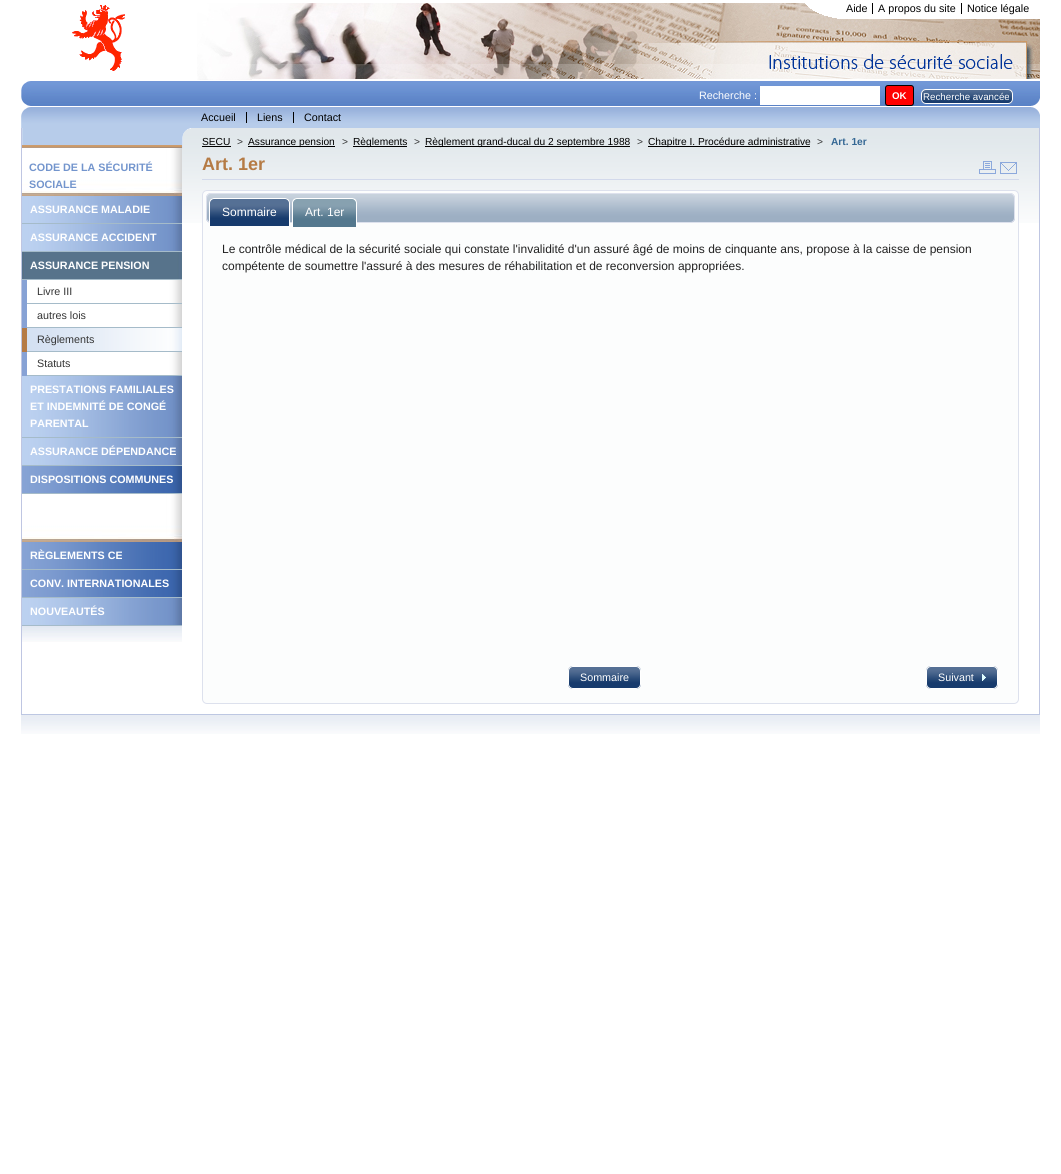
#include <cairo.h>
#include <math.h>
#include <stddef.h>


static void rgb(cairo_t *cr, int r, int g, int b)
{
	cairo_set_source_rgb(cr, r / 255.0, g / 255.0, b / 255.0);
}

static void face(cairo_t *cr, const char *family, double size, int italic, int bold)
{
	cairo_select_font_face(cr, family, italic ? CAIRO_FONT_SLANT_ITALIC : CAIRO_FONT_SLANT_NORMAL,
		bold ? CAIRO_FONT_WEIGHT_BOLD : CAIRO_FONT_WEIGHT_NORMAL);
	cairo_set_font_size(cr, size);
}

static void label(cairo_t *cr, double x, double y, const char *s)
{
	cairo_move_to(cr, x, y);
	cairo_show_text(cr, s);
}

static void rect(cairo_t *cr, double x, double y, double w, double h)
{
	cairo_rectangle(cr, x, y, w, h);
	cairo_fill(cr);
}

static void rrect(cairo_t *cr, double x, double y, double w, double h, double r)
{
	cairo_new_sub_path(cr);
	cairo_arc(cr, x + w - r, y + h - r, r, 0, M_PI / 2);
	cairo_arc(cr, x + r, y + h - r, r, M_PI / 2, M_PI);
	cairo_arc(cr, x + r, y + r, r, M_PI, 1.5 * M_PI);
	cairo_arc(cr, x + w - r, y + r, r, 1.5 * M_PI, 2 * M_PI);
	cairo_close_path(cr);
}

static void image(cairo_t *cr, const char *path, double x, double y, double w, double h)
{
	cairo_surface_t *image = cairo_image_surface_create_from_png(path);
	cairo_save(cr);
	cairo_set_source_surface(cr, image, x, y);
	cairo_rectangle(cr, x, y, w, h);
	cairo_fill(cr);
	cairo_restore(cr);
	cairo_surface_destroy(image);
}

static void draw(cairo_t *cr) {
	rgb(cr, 255, 255, 255);
	cairo_paint(cr);
	image(cr, "image0.png", 197, 3, 843, 77);
	image(cr, "image1.png", 72, 5, 53, 66);
	rgb(cr, 255, 255, 255);
	rect(cr, 846, 3, 194, 16);
	face(cr, "Liberation Sans", 10.75, 0, 0);
	rgb(cr, 0, 0, 0);
	label(cr, 846, 12, "Aide");
	image(cr, "image2.png", 805, 3, 41, 16);
	rect(cr, 872, 3, 1, 11);
	rect(cr, 961, 3, 1, 11);
	label(cr, 878, 12, "A propos du site");
	label(cr, 967, 12, "Notice légale");
	image(cr, "image3.png", 31, 81, 1009, 25);
	image(cr, "image4.png", 21, 81, 10, 25);
	rgb(cr, 255, 255, 255);
	label(cr, 699, 99, "Recherche :");
	rect(cr, 760, 86, 120, 19);
	rgb(cr, 255, 0, 0);
	rrect(cr, 885.5, 85.5, 28, 20, 2.5);
	cairo_fill_preserve(cr);
	rgb(cr, 0, 0, 0);
	cairo_set_line_width(cr, 1);
	cairo_stroke(cr);
	face(cr, "Liberation Sans", 9.75, 0, 1);
	rgb(cr, 255, 255, 255);
	label(cr, 892, 99, "OK");
	image(cr, "image5.png", 921, 89, 92, 15);
	rrect(cr, 921.5, 89.5, 91, 14, 4.5);
	cairo_stroke(cr);
	face(cr, "Liberation Sans", 9.75, 0, 0);
	label(cr, 923, 100, "Recherche avancée");
	image(cr, "image6.png", 1031, 98, 9, 8);
	image(cr, "image7.png", 31, 107, 1009, 21);
	image(cr, "image8.png", 21, 107, 10, 21);
	image(cr, "image9.png", 1031, 107, 9, 8);
	rgb(cr, 0, 0, 0);
	rect(cr, 246, 112, 1, 11);
	face(cr, "Liberation Sans", 10.75, 0, 0);
	label(cr, 201, 121, "Accueil");
	rect(cr, 293, 112, 1, 11);
	label(cr, 257, 121, "Liens");
	label(cr, 304, 121, "Contact");
	image(cr, "image10.png", 182, 128, 857, 95);
	rgb(cr, 191, 198, 226);
	rect(cr, 1039, 128, 1, 586);
	rect(cr, 21, 128, 1, 586);
	image(cr, "image11.png", 22, 128, 160, 20);
	image(cr, "image12.png", 182, 128, 9, 20);
	image(cr, "image13.png", 22, 626, 160, 16);
	image(cr, "image14.png", 22, 148, 160, 48);
	face(cr, "Liberation Sans", 10.75, 0, 1);
	rgb(cr, 115, 149, 205);
	label(cr, 29, 171, "CODE DE LA SÉCURITÉ");
	label(cr, 29, 188, "SOCIALE");
	image(cr, "image15.png", 22, 196, 160, 27);
	rgb(cr, 165, 187, 201);
	rect(cr, 22, 223, 160, 1);
	rgb(cr, 255, 255, 255);
	label(cr, 30, 213, "ASSURANCE MALADIE");
	image(cr, "image15.png", 22, 224, 160, 27);
	rgb(cr, 165, 187, 201);
	rect(cr, 22, 251, 160, 1);
	rgb(cr, 255, 255, 255);
	label(cr, 30, 241, "ASSURANCE ACCIDENT");
	image(cr, "image16.png", 22, 252, 160, 27);
	rgb(cr, 165, 187, 201);
	rect(cr, 22, 279, 160, 1);
	rgb(cr, 255, 255, 255);
	label(cr, 30, 269, "ASSURANCE PENSION");
	rgb(cr, 135, 162, 213);
	rect(cr, 22, 280, 5, 48);
	image(cr, "image17.png", 27, 280, 155, 23);
	rgb(cr, 165, 187, 201);
	rect(cr, 27, 303, 155, 1);
	face(cr, "Liberation Sans", 10.75, 0, 0);
	rgb(cr, 52, 52, 52);
	label(cr, 37, 295, "Livre III");
	image(cr, "image17.png", 27, 304, 155, 23);
	rgb(cr, 165, 187, 201);
	rect(cr, 27, 327, 155, 1);
	rgb(cr, 52, 52, 52);
	label(cr, 37, 319, "autres lois");
	rgb(cr, 181, 123, 69);
	rect(cr, 22, 328, 5, 24);
	image(cr, "image18.png", 27, 328, 155, 23);
	rgb(cr, 165, 187, 201);
	rect(cr, 27, 351, 155, 1);
	rgb(cr, 52, 52, 52);
	label(cr, 37, 343, "Règlements");
	rgb(cr, 135, 162, 213);
	rect(cr, 22, 352, 5, 24);
	image(cr, "image17.png", 27, 352, 155, 23);
	rgb(cr, 165, 187, 201);
	rect(cr, 27, 375, 155, 1);
	rgb(cr, 52, 52, 52);
	label(cr, 37, 367, "Statuts");
	image(cr, "image19.png", 22, 376, 160, 61);
	rgb(cr, 165, 187, 201);
	rect(cr, 22, 437, 160, 1);
	face(cr, "Liberation Sans", 10.75, 0, 1);
	rgb(cr, 255, 255, 255);
	label(cr, 30, 393, "PRESTATIONS FAMILIALES");
	label(cr, 30, 410, "ET INDEMNITÉ DE CONGÉ");
	label(cr, 30, 427, "PARENTAL");
	image(cr, "image15.png", 22, 438, 160, 27);
	rgb(cr, 165, 187, 201);
	rect(cr, 22, 465, 160, 1);
	rgb(cr, 255, 255, 255);
	label(cr, 30, 455, "ASSURANCE DÉPENDANCE");
	image(cr, "image20.png", 22, 466, 160, 27);
	rgb(cr, 165, 187, 201);
	rect(cr, 22, 493, 160, 1);
	rgb(cr, 255, 255, 255);
	label(cr, 30, 483, "DISPOSITIONS COMMUNES");
	image(cr, "image14.png", 22, 494, 160, 48);
	image(cr, "image20.png", 22, 542, 160, 27);
	rgb(cr, 165, 187, 201);
	rect(cr, 22, 569, 160, 1);
	rgb(cr, 255, 255, 255);
	label(cr, 30, 559, "RÈGLEMENTS CE");
	image(cr, "image20.png", 22, 570, 160, 27);
	rgb(cr, 165, 187, 201);
	rect(cr, 22, 597, 160, 1);
	rgb(cr, 255, 255, 255);
	label(cr, 30, 587, "CONV. INTERNATIONALES");
	image(cr, "image15.png", 22, 598, 160, 27);
	rgb(cr, 165, 187, 201);
	rect(cr, 22, 625, 160, 1);
	rgb(cr, 255, 255, 255);
	label(cr, 30, 615, "NOUVEAUTÉS");
	face(cr, "Liberation Sans", 10.2, 0, 0);
	rgb(cr, 0, 0, 0);
	label(cr, 202, 145, "SECU");
	rect(cr, 202, 146, 29, 1);
	rgb(cr, 52, 52, 52);
	label(cr, 237, 145, ">");
	rgb(cr, 0, 0, 0);
	rect(cr, 248, 146, 87, 1);
	label(cr, 248, 145, "Assurance pension");
	rgb(cr, 52, 52, 52);
	label(cr, 342, 145, ">");
	rgb(cr, 0, 0, 0);
	rect(cr, 353, 146, 54, 1);
	label(cr, 353, 145, "Règlements");
	rgb(cr, 52, 52, 52);
	label(cr, 414, 145, ">");
	rgb(cr, 0, 0, 0);
	rect(cr, 425, 146, 205, 1);
	label(cr, 425, 145, "Règlement grand-ducal du 2 septembre 1988");
	rgb(cr, 52, 52, 52);
	label(cr, 637, 145, ">");
	rgb(cr, 0, 0, 0);
	rect(cr, 648, 146, 162, 1);
	label(cr, 648, 145, "Chapitre I. Procédure administrative");
	rgb(cr, 52, 52, 52);
	label(cr, 817, 145, ">");
	face(cr, "Liberation Sans", 10.2, 0, 1);
	rgb(cr, 52, 103, 148);
	label(cr, 831, 145, "Art. 1er");
	rgb(cr, 210, 217, 235);
	rect(cr, 202, 179, 817, 1);
	face(cr, "Liberation Sans", 18, 0, 1);
	rgb(cr, 181, 123, 69);
	label(cr, 202, 170, "Art. 1er");
	image(cr, "image21.png", 979, 161, 17, 13);
	image(cr, "image22.png", 1000, 162, 17, 12);
	rgb(cr, 252, 253, 253);
	rrect(cr, 202.5, 190.5, 816, 513, 4.5);
	cairo_fill_preserve(cr);
	rgb(cr, 221, 225, 237);
	cairo_stroke(cr);
	image(cr, "image23.png", 206, 193, 809, 30);
	rrect(cr, 206.5, 193.5, 808, 29, 4.5);
	cairo_stroke(cr);
	image(cr, "image24.png", 209, 198, 81, 28);
	rgb(cr, 255, 255, 255);
	cairo_set_fill_rule(cr, CAIRO_FILL_RULE_EVEN_ODD);
	cairo_new_path(cr);
	cairo_move_to(cr, 214, 198);
	cairo_line_to(cr, 285, 198);
	cairo_curve_to(cr, 288, 198, 290, 200, 290, 203);
	cairo_line_to(cr, 290, 226);
	cairo_line_to(cr, 209, 226);
	cairo_line_to(cr, 209, 203);
	cairo_curve_to(cr, 209, 200, 211, 198, 214, 198);
	cairo_close_path(cr);
	cairo_move_to(cr, 214, 199);
	cairo_line_to(cr, 285, 199);
	cairo_curve_to(cr, 287, 199, 289, 201, 289, 203);
	cairo_line_to(cr, 289, 226);
	cairo_line_to(cr, 210, 226);
	cairo_line_to(cr, 210, 203);
	cairo_curve_to(cr, 210, 201, 212, 199, 214, 199);
	cairo_close_path(cr);
	cairo_fill(cr);
	face(cr, "Liberation Sans", 12, 0, 0);
	label(cr, 222, 216, "Sommaire");
	image(cr, "image25.png", 292, 198, 65, 29);
	cairo_new_path(cr);
	cairo_move_to(cr, 297, 198);
	cairo_line_to(cr, 352, 198);
	cairo_curve_to(cr, 355, 198, 357, 200, 357, 203);
	cairo_line_to(cr, 357, 227);
	cairo_line_to(cr, 292, 227);
	cairo_line_to(cr, 292, 203);
	cairo_curve_to(cr, 292, 200, 294, 198, 297, 198);
	cairo_close_path(cr);
	cairo_move_to(cr, 297, 199);
	cairo_line_to(cr, 352, 199);
	cairo_curve_to(cr, 354, 199, 356, 201, 356, 203);
	cairo_line_to(cr, 356, 227);
	cairo_line_to(cr, 293, 227);
	cairo_line_to(cr, 293, 203);
	cairo_curve_to(cr, 293, 201, 295, 199, 297, 199);
	cairo_close_path(cr);
	cairo_fill(cr);
	label(cr, 305, 216, "Art. 1er");
	rgb(cr, 34, 34, 34);
	label(cr, 222, 253, "Le contrôle médical de la sécurité sociale qui constate l'invalidité d'un assuré âgé de moins de cinquante ans, propose à la caisse de pension");
	label(cr, 222, 270, "compétente de soumettre l'assuré à des mesures de réhabilitation et de reconversion appropriées.");
	image(cr, "image26.png", 568, 666, 73, 23);
	rrect(cr, 568.5, 666.5, 72, 22, 4.5);
	rgb(cr, 255, 255, 255);
	cairo_stroke(cr);
	face(cr, "Liberation Sans", 10.75, 0, 0);
	label(cr, 580, 681, "Sommaire");
	image(cr, "image27.png", 926, 666, 72, 23);
	rrect(cr, 926.5, 666.5, 71, 22, 4.5);
	cairo_stroke(cr);
	label(cr, 938, 681, "Suivant");
	image(cr, "image28.png", 982, 674, 4, 7);
	image(cr, "image29.png", 21, 714, 1019, 20);
}

int main(void) {
	cairo_surface_t *surface = cairo_image_surface_create(CAIRO_FORMAT_RGB24, 1061, 1174);
	cairo_t *cr = cairo_create(surface);
	cairo_font_options_t *options = cairo_font_options_create();
	cairo_font_options_set_hint_metrics(options, CAIRO_HINT_METRICS_OFF);
	cairo_font_options_set_hint_style(options, CAIRO_HINT_STYLE_NONE);
	cairo_set_font_options(cr, options);
	cairo_set_miter_limit(cr, 4);
	draw(cr);
	cairo_surface_write_to_png(surface, "render.png");
	cairo_font_options_destroy(options);
	cairo_destroy(cr);
	cairo_surface_destroy(surface);
	return 0;
}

..........

_REQUIRED WORK_:
Of the entries above, transcribe exactly those lines that fall between the line containing "cairo_show_text(cr, s);" and the line containing "cairo_arc(cr, x + r, y + r, r, M_PI, 1.5", together with those two lines.

_ANSWER FOR THE TASK_:
	cairo_show_text(cr, s);
}

static void rect(cairo_t *cr, double x, double y, double w, double h)
{
	cairo_rectangle(cr, x, y, w, h);
	cairo_fill(cr);
}

static void rrect(cairo_t *cr, double x, double y, double w, double h, double r)
{
	cairo_new_sub_path(cr);
	cairo_arc(cr, x + w - r, y + h - r, r, 0, M_PI / 2);
	cairo_arc(cr, x + r, y + h - r, r, M_PI / 2, M_PI);
	cairo_arc(cr, x + r, y + r, r, M_PI, 1.5 * M_PI);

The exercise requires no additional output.